*** Opening of Dataset records ***

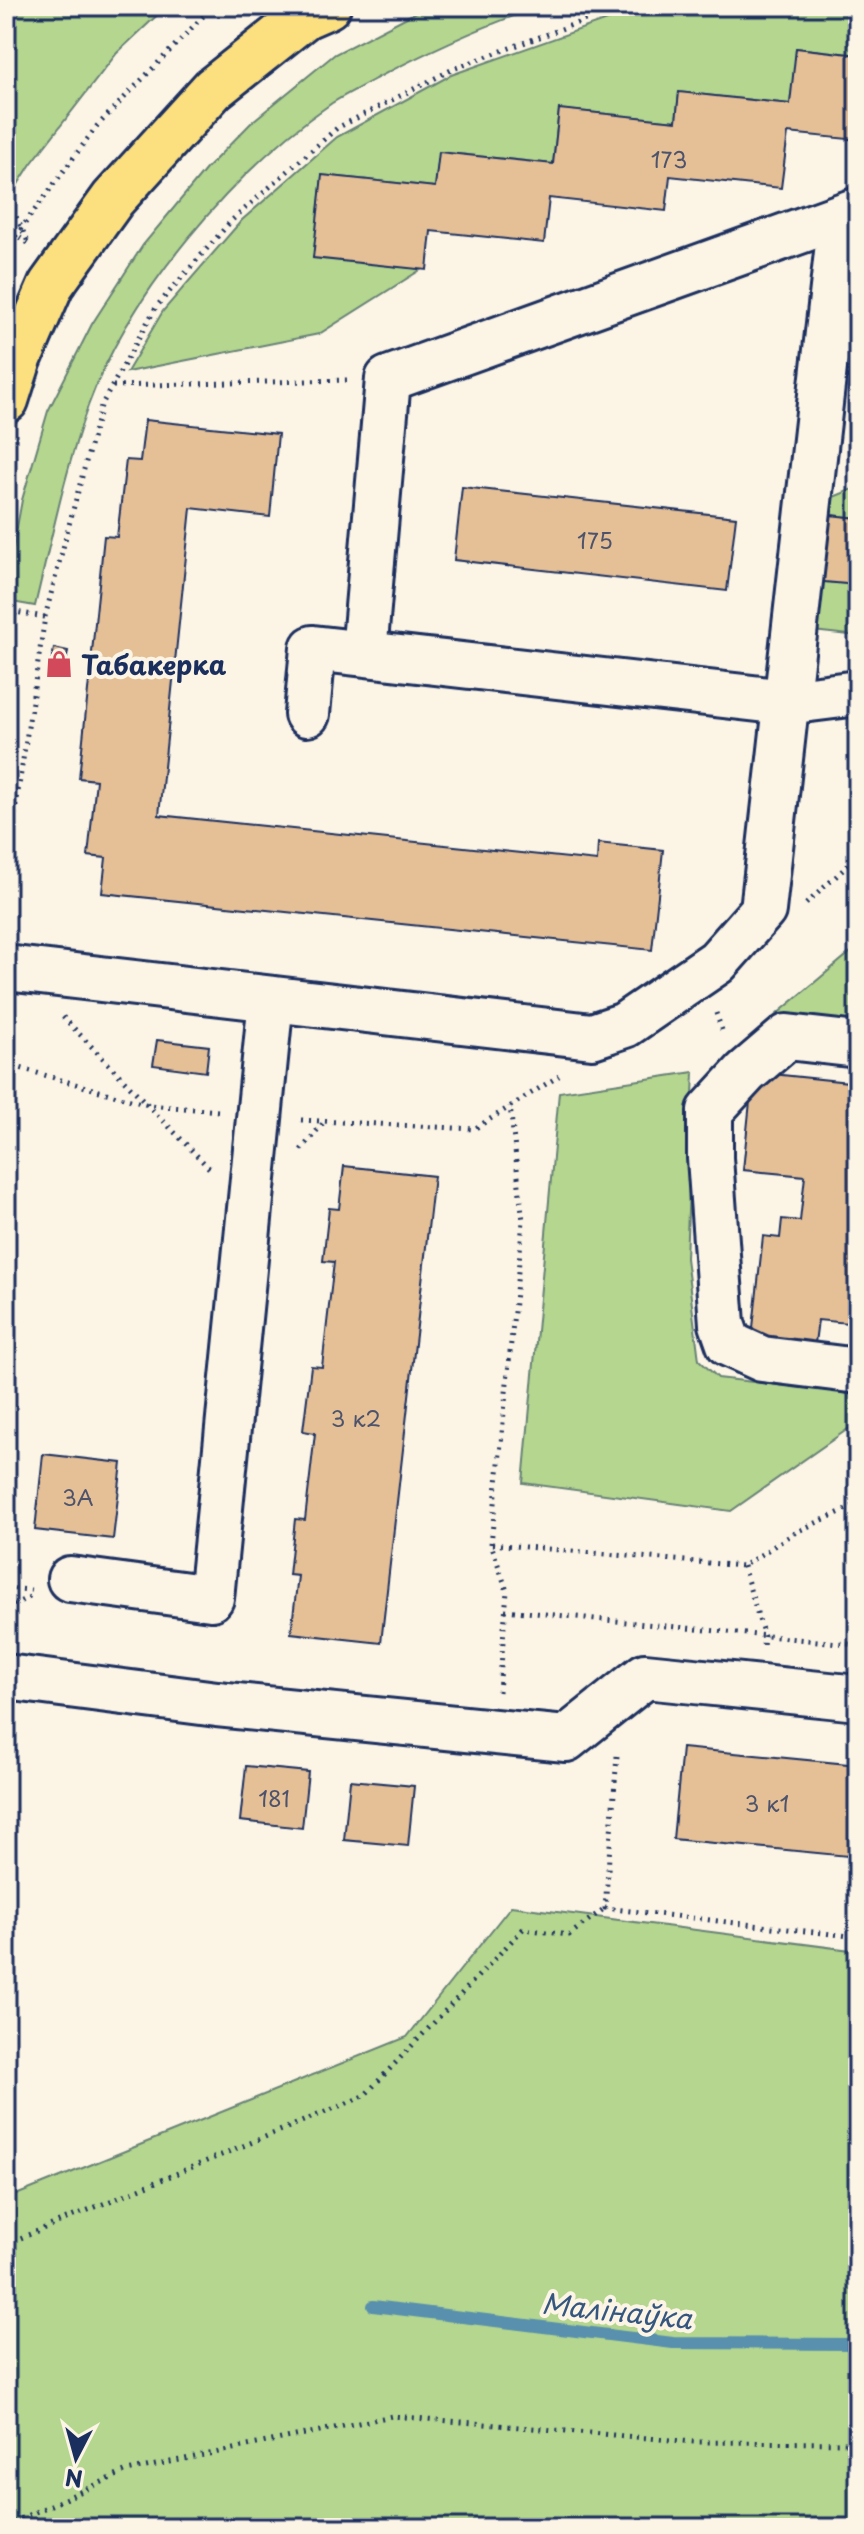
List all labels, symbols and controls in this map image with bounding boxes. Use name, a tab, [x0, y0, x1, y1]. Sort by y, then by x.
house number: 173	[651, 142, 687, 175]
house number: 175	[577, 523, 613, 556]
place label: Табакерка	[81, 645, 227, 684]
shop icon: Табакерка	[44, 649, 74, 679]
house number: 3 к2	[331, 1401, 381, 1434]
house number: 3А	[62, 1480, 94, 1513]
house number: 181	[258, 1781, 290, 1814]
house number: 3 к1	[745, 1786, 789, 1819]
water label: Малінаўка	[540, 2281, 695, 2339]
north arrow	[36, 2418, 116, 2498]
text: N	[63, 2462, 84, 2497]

*** Close of Dataset records ***
*** Opening of Dataset records ***

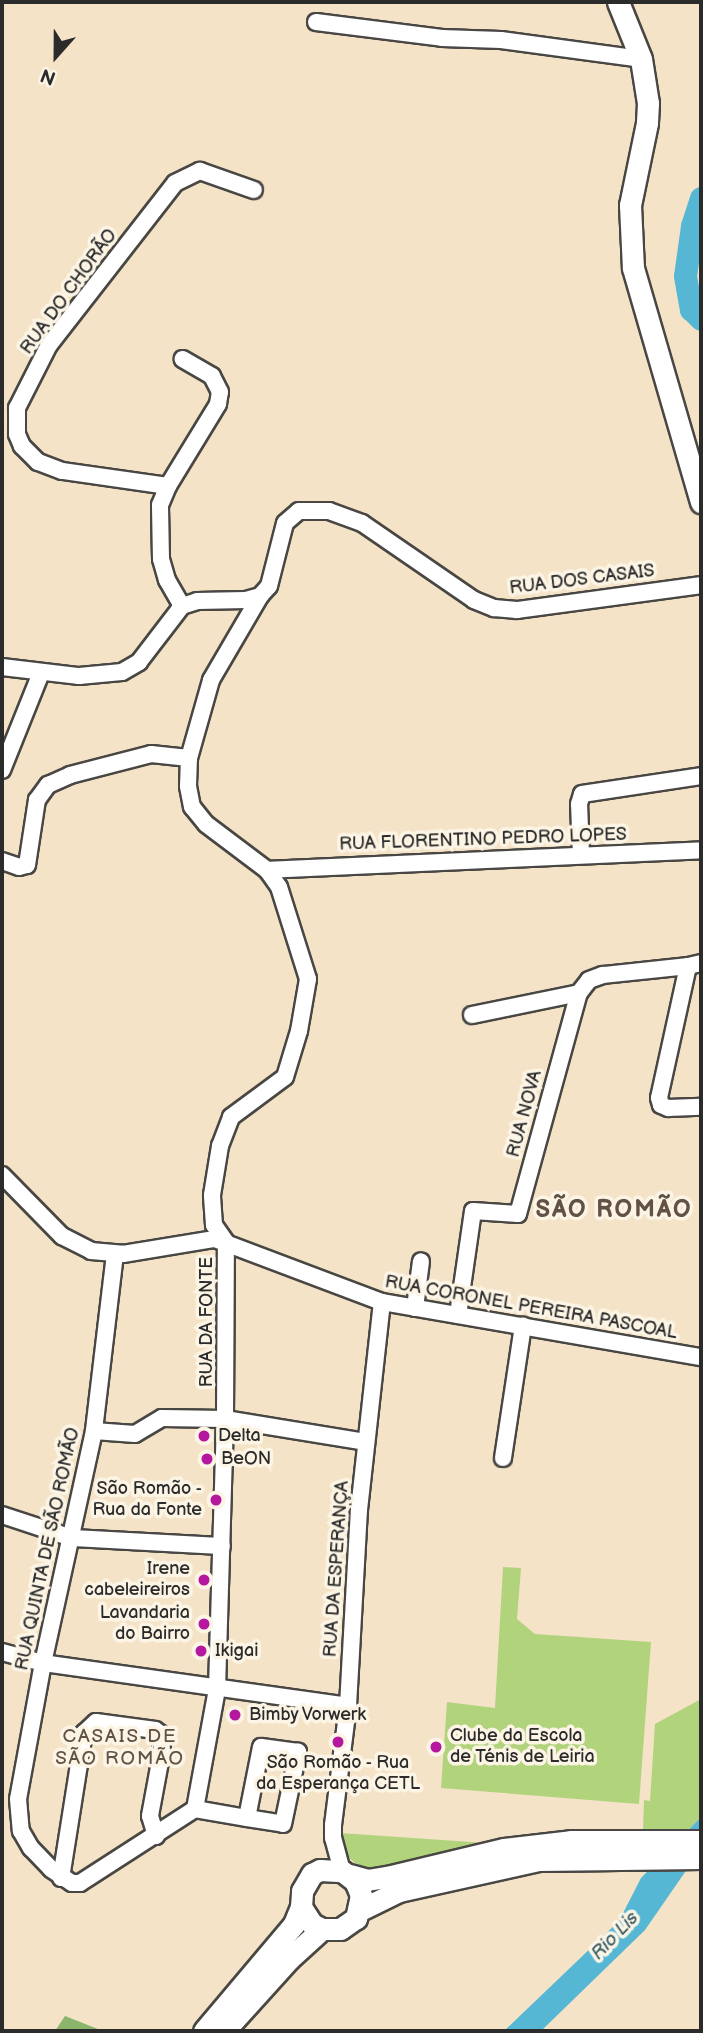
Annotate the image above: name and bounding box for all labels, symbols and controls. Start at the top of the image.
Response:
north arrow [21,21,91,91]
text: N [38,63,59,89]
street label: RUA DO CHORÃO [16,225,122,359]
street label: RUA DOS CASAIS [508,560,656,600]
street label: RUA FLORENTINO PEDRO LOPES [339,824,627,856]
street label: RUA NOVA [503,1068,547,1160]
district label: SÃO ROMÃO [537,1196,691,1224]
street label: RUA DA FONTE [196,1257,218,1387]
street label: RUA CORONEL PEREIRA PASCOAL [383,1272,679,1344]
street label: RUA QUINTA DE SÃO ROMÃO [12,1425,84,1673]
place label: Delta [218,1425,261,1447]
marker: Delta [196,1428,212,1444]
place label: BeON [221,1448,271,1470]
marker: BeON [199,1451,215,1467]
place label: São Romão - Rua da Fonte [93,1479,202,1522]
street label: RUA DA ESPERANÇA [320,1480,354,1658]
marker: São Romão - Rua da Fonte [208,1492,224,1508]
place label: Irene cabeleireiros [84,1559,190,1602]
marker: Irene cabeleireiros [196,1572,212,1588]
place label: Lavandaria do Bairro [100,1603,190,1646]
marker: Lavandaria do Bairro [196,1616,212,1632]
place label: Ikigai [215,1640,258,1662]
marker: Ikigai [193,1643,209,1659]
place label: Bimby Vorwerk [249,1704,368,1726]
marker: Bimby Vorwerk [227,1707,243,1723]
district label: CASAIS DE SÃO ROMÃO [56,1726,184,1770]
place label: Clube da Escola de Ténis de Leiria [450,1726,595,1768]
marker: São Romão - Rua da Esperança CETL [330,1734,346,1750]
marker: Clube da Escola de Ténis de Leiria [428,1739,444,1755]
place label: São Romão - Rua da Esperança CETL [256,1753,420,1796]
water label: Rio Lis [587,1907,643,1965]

*** Close of Dataset records ***
*** Opening of Dataset records ***

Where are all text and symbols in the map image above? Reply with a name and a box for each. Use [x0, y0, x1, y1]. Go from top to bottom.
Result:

*** Close of Dataset records ***

=== Problem description ===
Your answer should consist of every line from the entries that holds "above".

=== Exercise response ===
Annotate the image above: name and bounding box for all labels, symbols and controls. Start at the top of the image.
Where are all text and symbols in the map image above? Reply with a name and a box for each. Use [x0, y0, x1, y1]. Go from top to bottom.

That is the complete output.